Strangers for Subjects
Since 1985, when I bought my first camera, I've tended to aim my lens at the world around me, as opposed to exploring my own inner turmoil. As soon as I got over my initial shyness of strangers, people became my focus. More recent developments, however, have steered me toward inanimate things too.
Largely of the 35mm B&W persuasion, my work reveals mundane occurrences. Having tried my hand for several years at photojournalism, I became less interested by the exceptional and more intrigued by the ordinary. Concurrently, I abandoned the pursuit of truth for the way things appear. Pictures are more thought provoking without captions.
Exceptions To The Rule
Color has crept into my world. Influenced by my peers in Lightleak and the Portland Grid Project, I've embraced medium format color. Loading my pinhole camera with color film provides comic relief to the severity of B&W. I also find that documenting Portland neighborhoods in color gives the images a more contemporary feel.
Since 2005 I've participated in several groups and forums that motivate and inspire me.

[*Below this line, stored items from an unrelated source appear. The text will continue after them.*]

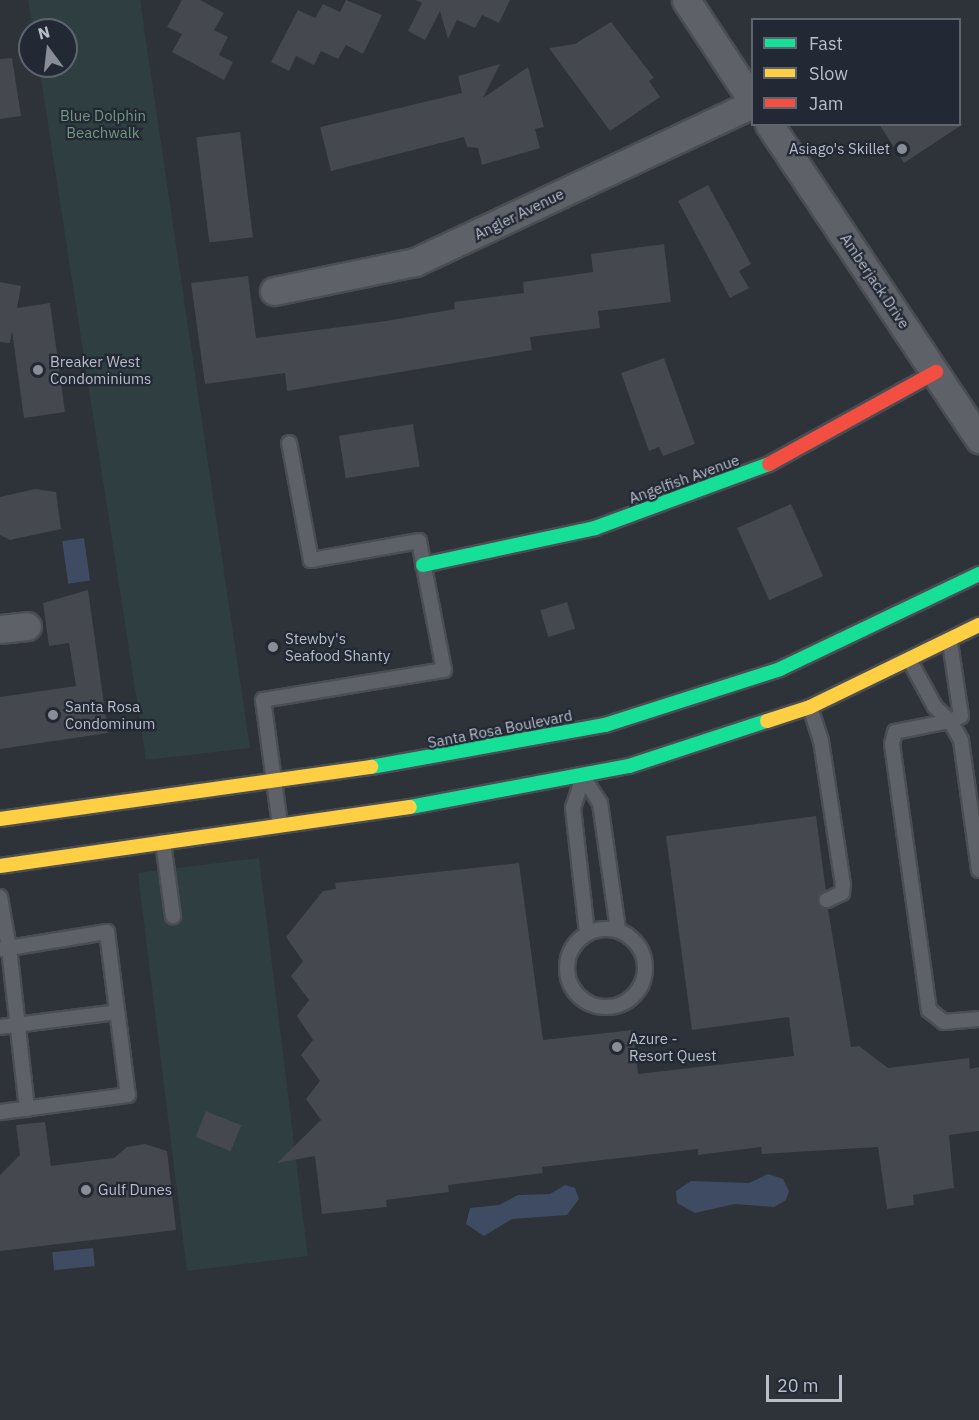 <!DOCTYPE html>
<style>
body{margin:0}
#map{position:relative;width:979px;height:1420px;overflow:hidden;background:#2e3239;font-family:"IBM Plex Sans",sans-serif}
div>[style]{position:absolute}
.green>*{inset:0;background:#2e3e41;transform-origin:0 0}
.water>*{inset:0;background:#3f4b62;transform-origin:0 0}
.building>*{inset:0;background:#45484e;transform-origin:0 0}
.roads{filter:drop-shadow(2px 0 #4a4d52) drop-shadow(-2px 0 #4a4d52) drop-shadow(0 2px #4a4d52) drop-shadow(0 -2px #4a4d52)}
.lane>*{height:14px;margin:-7px;padding:0 7px;transform-origin:7px;border-radius:7px;background:#5e6168}
.lane>.ring{margin:-7px;padding:0;box-sizing:content-box;background:none;border:14px solid #5e6168;border-radius:50%}
.street>*{height:27px;margin:-13.5px;padding:0 13.5px;transform-origin:13.5px;border-radius:13.5px;background:#5e6168}
.fast>*{height:14px;margin:-7px;padding:0 7px;transform-origin:7px;border-radius:7px;background:#16e098}
.slow>*{height:14px;margin:-7px;padding:0 7px;transform-origin:7px;border-radius:7px;background:#ffcf43}
.jam>*{height:14px;margin:-7px;padding:0 7px;transform-origin:7px;border-radius:7px;background:#f24e42}
.dots>*{width:16px;height:16px;translate:-50% -50%;box-sizing:border-box;border:3px solid #222834;border-radius:50%}
span{translate:-50% -50%;white-space:nowrap;text-align:center;line-height:1.15;-webkit-text-stroke:4.5px #222834;paint-order:stroke}
.park-label{font-size:15px;color:#73977e}
.poi-label{font-size:15px;color:#b9bec9}
.right{translate:-100% -50%;text-align:right}
.left{translate:0 -50%;text-align:left}
.street-label{font-size:15px;color:#b9bec9}
.legend{position:absolute;left:751px;top:18px;width:210px;height:108px;box-sizing:border-box;background:#222834;border:2px solid #5e6470;margin:0;padding:8px 10px;list-style:none;font-size:18px;color:#b9bec9}
.legend li{display:flex;align-items:center;gap:12px;height:30px}
.legend b{width:30px;border:2px solid #5e6470}
.north{position:absolute;left:18px;top:18px;width:60px;height:60px;box-sizing:border-box;background:#222834;border:2px solid #5e6470;border-radius:50%;rotate:345deg;font-size:16px;font-weight:700;line-height:24px;text-align:center;color:#b9bec9}
.north::after{content:'';display:block;margin:auto;width:21px;height:27px;background:#888d97;clip-path:polygon(50% 0,100% 100%,50% 72%,0 100%)}
.scale{position:absolute;left:766px;top:1375px;width:76px;height:27px;box-sizing:border-box;border:3px solid #b9bec9;border-top:0;padding-left:8px;font-size:18px;line-height:21px;white-space:nowrap;color:#b9bec9;-webkit-text-stroke:4px #222834;paint-order:stroke}
</style>
<div id="map">
<div class="green">
<i style="clip-path:polygon(28px 0,140px 0,250px 748px,146px 760px,39px 66px,66px 66px,66px 30px,33px 30px)"></i>
<i style="left:259px;top:858px;width:401px;height:122px;rotate:83deg"></i>
</div>
<div class="water">
<i style="left:84px;top:538px;width:43px;height:22px;rotate:82deg"></i>
<i style="clip-path:polygon(768px 1174px,783px 1179px,789px 1191px,786px 1200px,774px 1207px,735px 1204px,695px 1213px,677px 1203px,676px 1191px,691px 1181px,749px 1183px)"></i>
<i style="clip-path:polygon(565px 1185px,575px 1188px,579px 1199px,567px 1215px,512px 1219px,484px 1236px,466px 1224px,470px 1208px,499px 1205px,518px 1195px,550px 1194px)"></i>
<i style="left:93px;top:1248px;width:18px;height:41px;rotate:84deg"></i>
</div>
<div class="building">
<i style="clip-path:polygon(182px 0,200px 0,224px 13px,214px 30px,228px 37px,219px 55px,233px 62px,224px 80px,172px 52px,182px 34px,167px 27px)"></i>
<i style="clip-path:polygon(346px 0,382px 15px,363px 54px,346px 45px,338px 59px,321px 51px,314px 65px,296px 56px,289px 71px,271px 62px,298px 10px,315px 18px,323px 4px,340px 12px)"></i>
<i style="clip-path:polygon(416px 0,510px 0,499px 23px,482px 15px,475px 28px,457px 20px,448px 39px,440px 11px,425px 40px,408px 31px,422px 3px)"></i>
<i style="clip-path:polygon(611px 22px,654px 78px,649px 81px,660px 97px,610px 131px,549px 48px,575px 44px)"></i>
<i style="clip-path:polygon(12px 58px,21px 116px,0 119px,0 59px)"></i>
<i style="clip-path:polygon(500px 64px,483px 98px,528px 67px,544px 127px,535px 129px,540px 148px,482px 165px,478px 148px,467px 147px,464px 137px,331px 171px,320px 127px,462px 93px,458px 76px)"></i>
<i style="clip-path:polygon(879px 124px,963px 124px,904px 163px)"></i>
<i style="left:240px;top:132px;width:106px;height:44px;rotate:83deg"></i>
<i style="clip-path:polygon(708px 185px,751px 264px,739px 271px,749px 288px,730px 298px,678px 201px)"></i>
<i style="clip-path:polygon(664px 244px,671px 302px,598px 311px,600px 328px,530px 337px,532px 350px,287px 391px,285px 373px,205px 384px,191px 283px,248px 276px,256px 338px,386px 321px,455px 309px,454px 302px,524px 293px,523px 282px,593px 272px,591px 254px)"></i>
<i style="clip-path:polygon(0 282px,21px 286px,17px 308px,50px 303px,65px 412px,24px 418px,12px 331px,10px 343px,0 342px)"></i>
<i style="clip-path:polygon(664px 358px,695px 444px,663px 456px,659px 447px,649px 451px,621px 373px)"></i>
<i style="left:413px;top:424px;width:43px;height:75px;rotate:81deg"></i>
<i style="clip-path:polygon(35px 489px,56px 492px,61px 529px,10px 540px,0 535px,0 497px)"></i>
<i style="left:791px;top:504px;width:79px;height:59px;rotate:66deg"></i>
<i style="clip-path:polygon(88px 590px,108px 733px,0 749px,0 697px,76px 686px,69px 643px,49px 646px,43px 603px)"></i>
<i style="left:567px;top:602px;width:28px;height:28px;rotate:73deg"></i>
<i style="clip-path:polygon(816px 816px,826px 891px,818px 900px,828px 909px,851px 1047px,859px 1046px,888px 1068px,969px 1058px,970px 1069px,979px 1067px,979px 1131px,949px 1135px,954px 1188px,913px 1195px,914px 1205px,887px 1209px,878px 1147px,762px 1154px,761px 1147px,698px 1155px,698px 1149px,542px 1167px,543px 1173px,448px 1185px,449px 1192px,386px 1200px,387px 1207px,322px 1214px,315px 1156px,277px 1163px,321px 1120px,306px 1099px,320px 1081px,301px 1055px,313px 1040px,297px 1016px,309px 1000px,291px 976px,303px 961px,286px 937px,323px 891px,336px 889px,335px 883px,519px 863px,543px 1040px,633px 1030px,638px 1074px,794px 1056px,789px 1017px,692px 1030px,666px 836px)"></i>
<i style="left:206px;top:1111px;width:38px;height:28px;rotate:22deg"></i>
<i style="clip-path:polygon(45px 1122px,51px 1166px,114px 1158px,127px 1147px,145px 1144px,167px 1151px,176px 1230px,0 1251px,0 1175px,20px 1155px,16px 1125px)"></i>
</div>
<div class="roads">
<div class="lane">
<i style="left:911px;top:663px;width:50px;rotate:61.4deg"></i>
<i style="left:935px;top:707px;width:21px;rotate:43deg"></i>
<i style="left:950px;top:721px;width:12px;rotate:-24deg"></i>
<i style="left:961px;top:716px;width:75px;rotate:-98.5deg"></i>
<i style="left:810px;top:707px;width:36px;rotate:72deg"></i>
<i style="left:821px;top:741px;width:145px;rotate:81.3deg"></i>
<i style="left:843px;top:884px;width:9px;rotate:96deg"></i>
<i style="left:842px;top:893px;width:17px;rotate:155deg"></i>
<i style="left:280px;top:825px;width:126px;rotate:-97.7deg"></i>
<i style="left:263px;top:700px;width:183px;rotate:-9.4deg"></i>
<i style="left:444px;top:670px;width:131px;rotate:-101deg"></i>
<i style="left:419px;top:541px;width:110px;rotate:170deg"></i>
<i style="left:311px;top:560px;width:119px;rotate:-100.6deg"></i>
<i style="left:163px;top:842px;width:75px;rotate:82.3deg"></i>
<i style="left:979px;top:870px;width:131px;rotate:-97.9deg"></i>
<i style="left:961px;top:740px;width:22px;rotate:-120deg"></i>
<i style="left:950px;top:721px;width:56px;rotate:168.7deg"></i>
<i style="left:895px;top:732px;width:12px;rotate:104deg"></i>
<i style="left:892px;top:744px;width:269px;rotate:82.1deg"></i>
<i style="left:929px;top:1010px;width:19px;rotate:39deg"></i>
<i style="left:944px;top:1022px;width:35px;rotate:-5deg"></i>
<i style="left:0;top:897px;width:52px;rotate:80deg"></i>
<i style="left:9px;top:948px;width:99px;rotate:-9.3deg"></i>
<i style="left:107px;top:932px;width:164px;rotate:82.7deg"></i>
<i style="left:128px;top:1095px;width:129px;rotate:172.4deg"></i>
<i class="ring" style="left:567px;top:929px;width:64px;height:64px"></i>
<i style="left:587px;top:933px;width:126px;rotate:-96.4deg"></i>
<i style="left:573px;top:808px;width:33px;rotate:-72deg"></i>
<i style="left:583px;top:777px;width:31px;rotate:57deg"></i>
<i style="left:600px;top:803px;width:128px;rotate:81.9deg"></i>
<i style="left:2px;top:949px;width:7px;rotate:-8deg"></i>
<i style="left:9px;top:948px;width:162px;rotate:83.6deg"></i>
<i style="left:0;top:1027px;width:118px;rotate:-7.3deg"></i>
</div>
<div class="street">
<i style="left:686px;top:0;width:120px;rotate:56.6deg"></i>
<i style="left:769px;top:124px;width:379px;rotate:56.3deg"></i>
<i style="left:274px;top:291px;width:144px;rotate:-11.6deg"></i>
<i style="left:415px;top:262px;width:372px;rotate:-25.1deg"></i>
<i style="left:0;top:629px;width:27px;rotate:-6deg"></i>
</div>
<div class="fast">
<i style="left:423px;top:565px;width:176px;rotate:-12.1deg"></i>
<i style="left:595px;top:528px;width:185px;rotate:-20.2deg"></i>
<i style="left:371px;top:767px;width:238px;rotate:-10.2deg"></i>
<i style="left:605px;top:725px;width:184px;rotate:-17.7deg"></i>
<i style="left:780px;top:669px;width:221px;rotate:-25.5deg"></i>
<i style="left:410px;top:807px;width:223px;rotate:-10.6deg"></i>
<i style="left:629px;top:766px;width:145px;rotate:-18.1deg"></i>
</div>
<div class="slow">
<i style="left:767px;top:721px;width:45px;rotate:-18deg"></i>
<i style="left:810px;top:707px;width:188px;rotate:-25.9deg"></i>
<i style="left:0;top:819px;width:375px;rotate:-8deg"></i>
<i style="left:0;top:866px;width:414px;rotate:-8.2deg"></i>
</div>
<div class="jam">
<i style="left:769px;top:464px;width:191px;rotate:-28.9deg"></i>
</div>
</div>
<div class="dots">
<i style="left:902px;top:149px;background:#888d97"></i>
<i style="left:38px;top:370px;background:#888d97"></i>
<i style="left:273px;top:647px;background:#888d97"></i>
<i style="left:53px;top:715px;background:#888d97"></i>
<i style="left:617px;top:1047px;background:#888d97"></i>
<i style="left:86px;top:1190px;background:#888d97"></i>
</div>
<div class="park-label">
<span style="left:103px;top:124px">Blue Dolphin<br>Beachwalk</span>
</div>
<div class="poi-label">
<span class="right" style="left:890px;top:149px">Asiago's Skillet</span>
<span class="left" style="left:50px;top:370px">Breaker West<br>Condominiums</span>
<span class="left" style="left:285px;top:647px">Stewby's<br>Seafood Shanty</span>
<span class="left" style="left:65px;top:715px">Santa Rosa<br>Condominum</span>
<span class="left" style="left:629px;top:1047px">Azure -<br>Resort Quest</span>
<span class="left" style="left:98px;top:1190px">Gulf Dunes</span>
</div>
<div class="street-label">
<span style="left:519px;top:214px;rotate:-26deg">Angler Avenue</span>
<span style="left:875px;top:281px;rotate:56deg">Amberjack Drive</span>
<span style="left:684px;top:479px;rotate:-20deg">Angelfish Avenue</span>
<span style="left:500px;top:729px;rotate:-11deg">Santa Rosa Boulevard</span>
</div>
<ul class="legend">
<li><b style="height:8px;background:#16e098"></b>Fast</li>
<li><b style="height:8px;background:#ffcf43"></b>Slow</li>
<li><b style="height:8px;background:#f24e42"></b>Jam</li>
</ul>
<div class="north">N</div>
<div class="scale">20 m</div>
</div>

- Lightleak is a cooperative of Portland photographers who meet once a month to discuss current trends and critique each others' work. We also put together group shows and hang out and drink beer.
- The Portland Grid Project involves 12 Portland photographers who spend 90 consecutive months photographing each grid square of AAA map of the city. We meet monthly after the completion of a grid square to share our work and receive the following month's assignment.
- In-Public is an international web cooperative that devotes itself to the exhibition and promotion of Street Photography. The Twenty-odd members discuss topics in an on-line forum and present their work in galleries on the web site.
Though I own a digital camera (good for stuff I don't want to waste time on in the darkroom), film is more fun. As long as they keep making it, I'll shoot it and not have to worry about the next round of upgrades. Unless stated otherwise, all work on this site was taken with film, printed and then scanned.
Born in 1961 in Boston. Reside in Portland, OR. Married with one daughter (b. 1994).